* PROBLEM DESCRIPTION
In the data below, locate each line with the word "text" and list it.
----------------
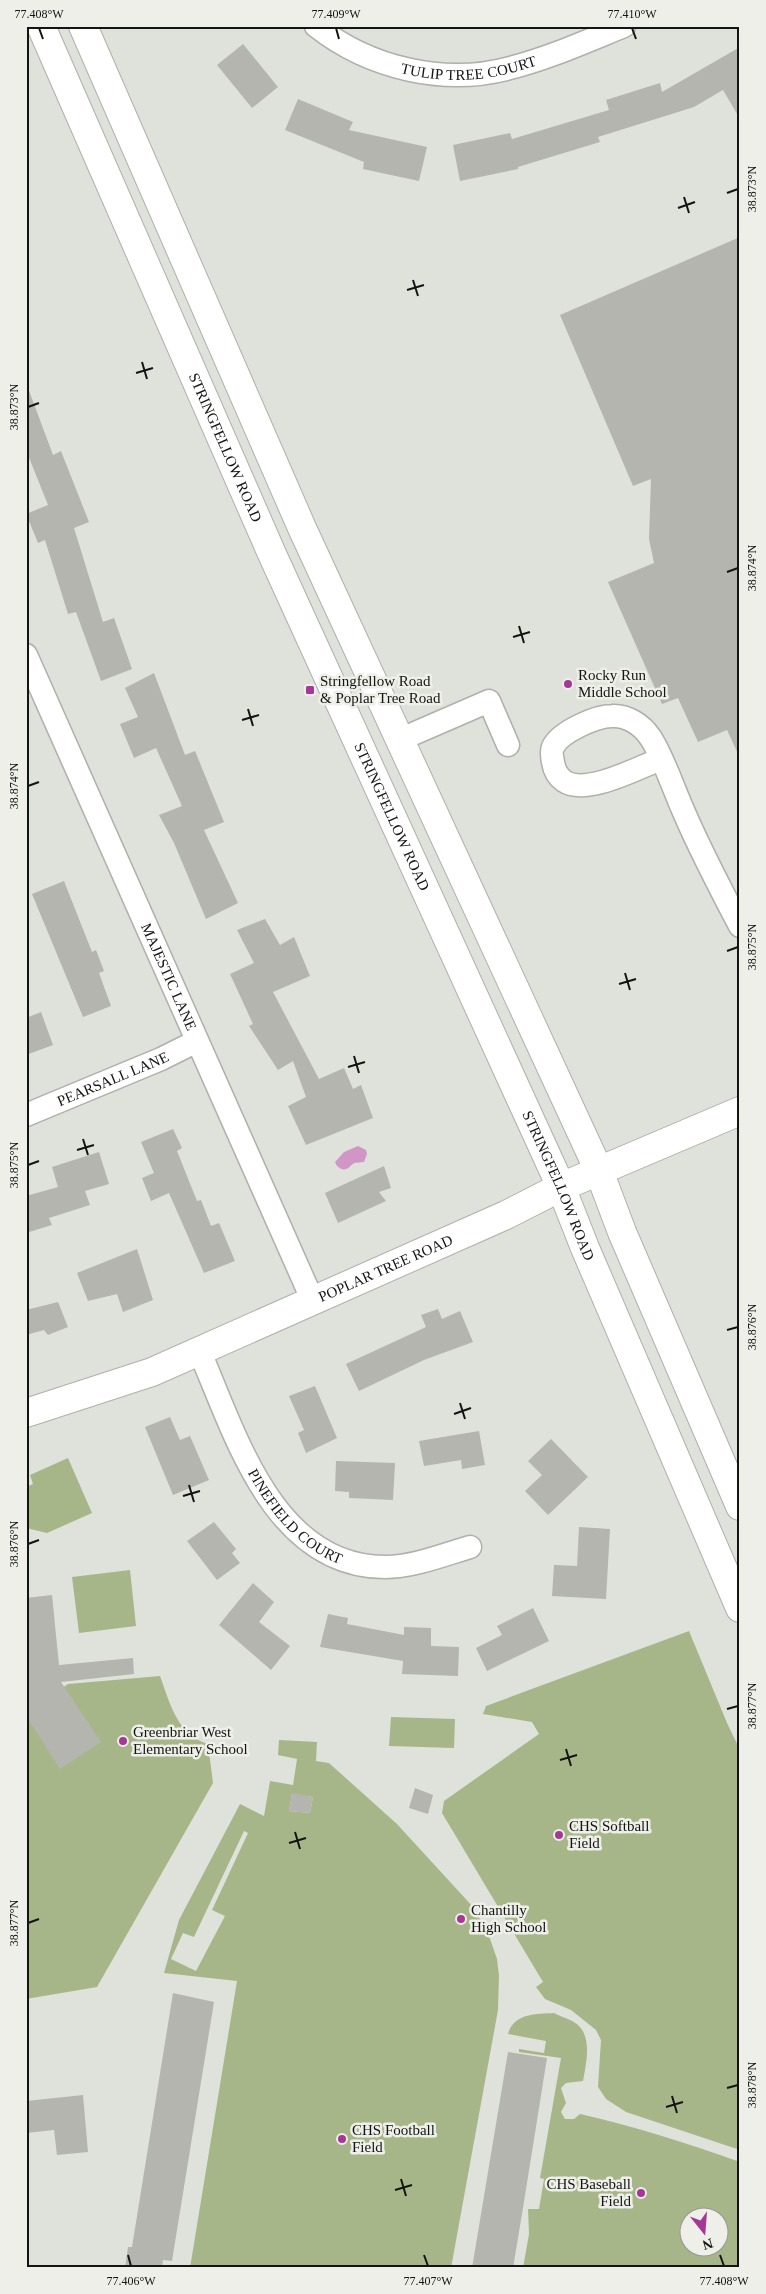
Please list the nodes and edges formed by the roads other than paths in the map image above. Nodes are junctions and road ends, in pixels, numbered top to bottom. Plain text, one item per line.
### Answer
1 (41, 26) edge
2 (83, 26) edge
3 (316, 26) edge
4 (624, 26) edge
5 (26, 655) edge
6 (398, 740) junction
7 (508, 745) dead end
8 (661, 759) dead end
9 (731, 891) edge
10 (740, 926) edge
11 (197, 1041) junction
12 (740, 1111) edge
13 (26, 1115) edge
14 (599, 1171) junction
15 (561, 1188) junction
16 (312, 1300) junction
17 (199, 1350) junction
18 (26, 1413) edge
19 (740, 1506) edge
20 (470, 1547) dead end
21 (740, 1608) edge

1 - 15 main road, STRINGFELLOW ROAD
2 - 6 main road
3 - 4 street, TULIP TREE COURT
5 - 11 street, MAJESTIC LANE
6 - 7 street
6 - 14 main road
8 - 9 street
9 - 10 street
11 - 13 street, PEARSALL LANE
11 - 16 street, MAJESTIC LANE
12 - 14 main road, POPLAR TREE ROAD
14 - 15 main road, POPLAR TREE ROAD
14 - 19 main road
15 - 16 main road, POPLAR TREE ROAD
15 - 21 main road, STRINGFELLOW ROAD
16 - 17 main road, POPLAR TREE ROAD
17 - 18 main road, POPLAR TREE ROAD
17 - 20 street, PINEFIELD COURT

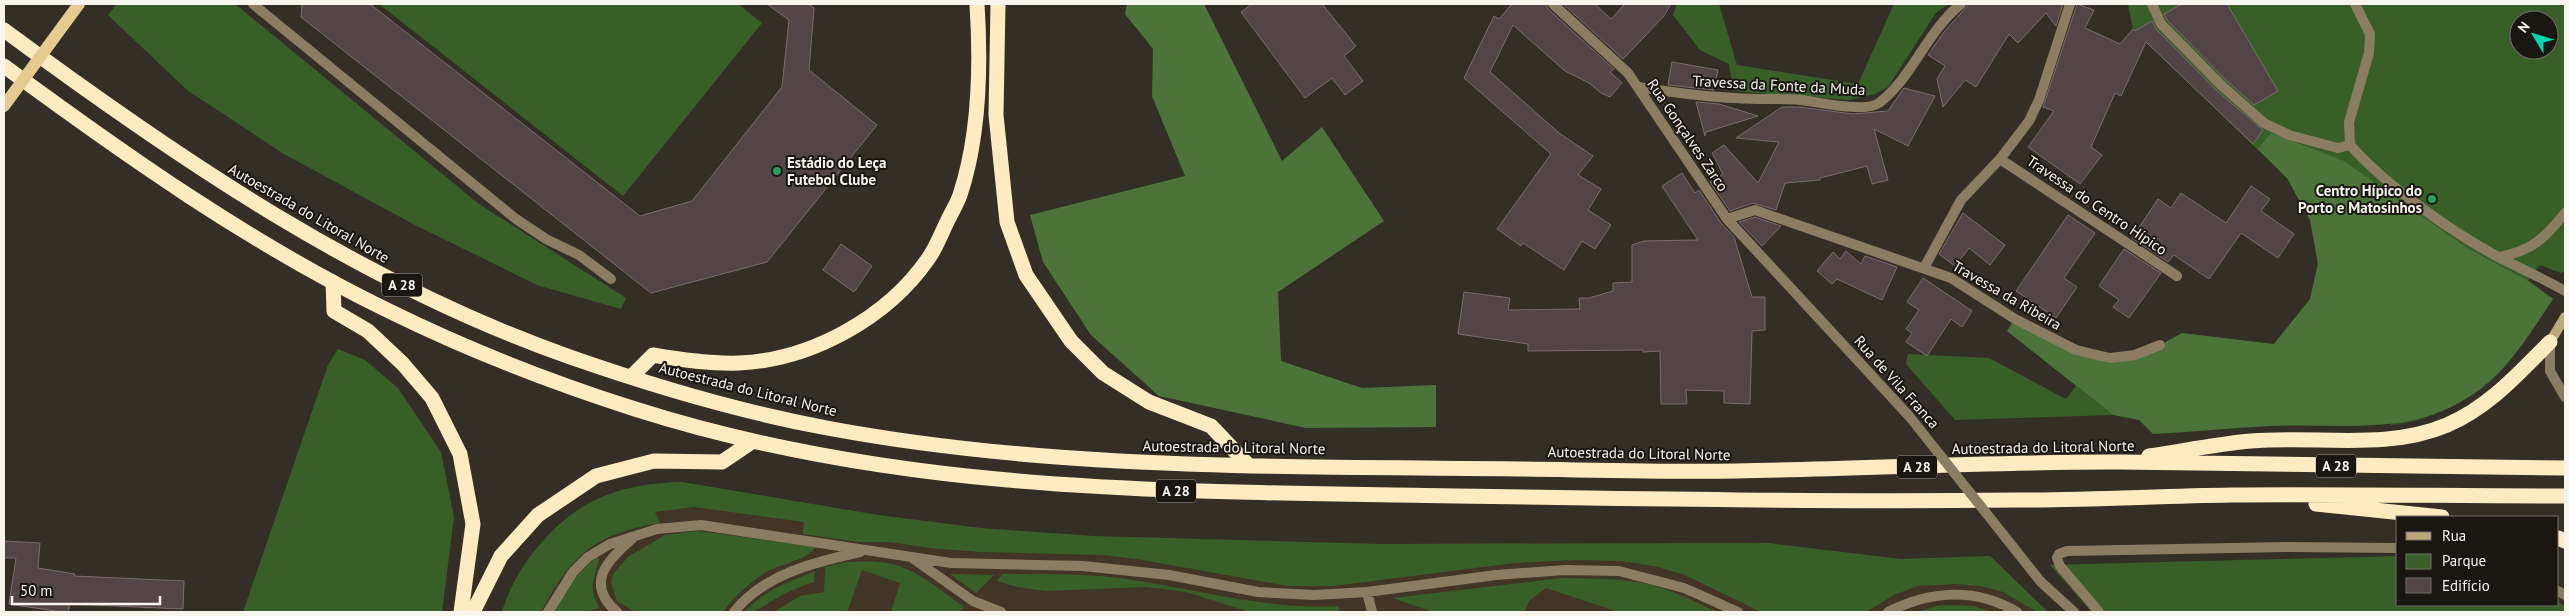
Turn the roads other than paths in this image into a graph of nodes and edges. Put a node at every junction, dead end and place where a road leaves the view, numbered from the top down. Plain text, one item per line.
1 (79, 4) edge
2 (253, 4) edge
3 (977, 4) edge
4 (998, 4) edge
5 (1553, 4) edge
6 (1961, 4) edge
7 (2070, 4) edge
8 (2152, 4) edge
9 (2355, 4) edge
10 (4, 30) edge
11 (4, 66) edge
12 (1638, 87) junction
13 (4, 106) edge
14 (2350, 145) junction
15 (2000, 159) junction
16 (2565, 213) edge
17 (1727, 219) junction
18 (2500, 257) junction
19 (1924, 268) junction
20 (2177, 276) dead end
21 (611, 279) dead end
22 (333, 282) junction
23 (1792, 289) joint
24 (2565, 291) edge
25 (2565, 317) edge
26 (2550, 342) junction
27 (2160, 345) dead end
28 (631, 377) junction
29 (2565, 397) edge
30 (753, 441) junction
31 (2106, 462) junction
32 (1249, 466) junction
33 (2565, 468) edge
34 (2232, 495) junction
35 (2565, 496) edge
36 (2432, 516) edge
37 (636, 536) junction
38 (2396, 548) edge
39 (866, 550) junction
40 (910, 556) junction
41 (1367, 592) junction
42 (461, 612) edge
43 (473, 612) edge
44 (548, 612) edge
45 (616, 612) edge
46 (734, 612) edge
47 (1001, 612) edge
48 (1372, 612) edge
49 (1738, 612) edge
50 (1888, 612) edge
51 (2017, 612) edge
52 (2074, 612) edge
53 (2098, 612) edge

1 - 13 main road, bridge
2 - 21 street
3 - 28 highway
4 - 32 highway
5 - 12 street, Rua Gonçalves Zarco
6 - 12 street, Travessa da Fonte da Muda
7 - 15 street
8 - 14 street
9 - 14 street
10 - 28 highway, Autoestrada do Litoral Norte / A 28
11 - 22 highway, A 28
12 - 17 street, Rua Gonçalves Zarco
14 - 18 street
15 - 19 street
15 - 20 street, Travessa do Centro Hípico
16 - 18 street
17 - 19 street, Travessa da Ribeira
17 - 23 street, Rua Gonçalves Zarco
18 - 24 street
19 - 27 street, Travessa da Ribeira
22 - 30 highway, A 28
22 - 42 highway
23 - 52 street, Rua de Vila Franca, bridge
25 - 26 main road
26 - 29 street
26 - 31 highway
28 - 32 highway, Autoestrada do Litoral Norte / A 28
30 - 34 highway, A 28
30 - 43 highway
31 - 32 highway, Autoestrada do Litoral Norte / A 28
31 - 33 highway, Autoestrada do Litoral Norte / A 28
34 - 35 highway, A 28
34 - 36 highway
37 - 39 street
37 - 44 street
37 - 45 street
38 - 53 street
39 - 40 street
39 - 46 street
40 - 41 street
40 - 47 street
41 - 48 street
41 - 49 street
50 - 51 street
----------------
* ANSWER AREA
Please list the nodes and edges formed by the roads other than paths in the map image above. Nodes are junctions and road ends, in pixels, numbered top to bottom. Plain text, one item per line.
Turn the roads other than paths in this image into a graph of nodes and edges. Put a node at every junction, dead end and place where a road leaves the view, numbered from the top down. Plain text, one item per line.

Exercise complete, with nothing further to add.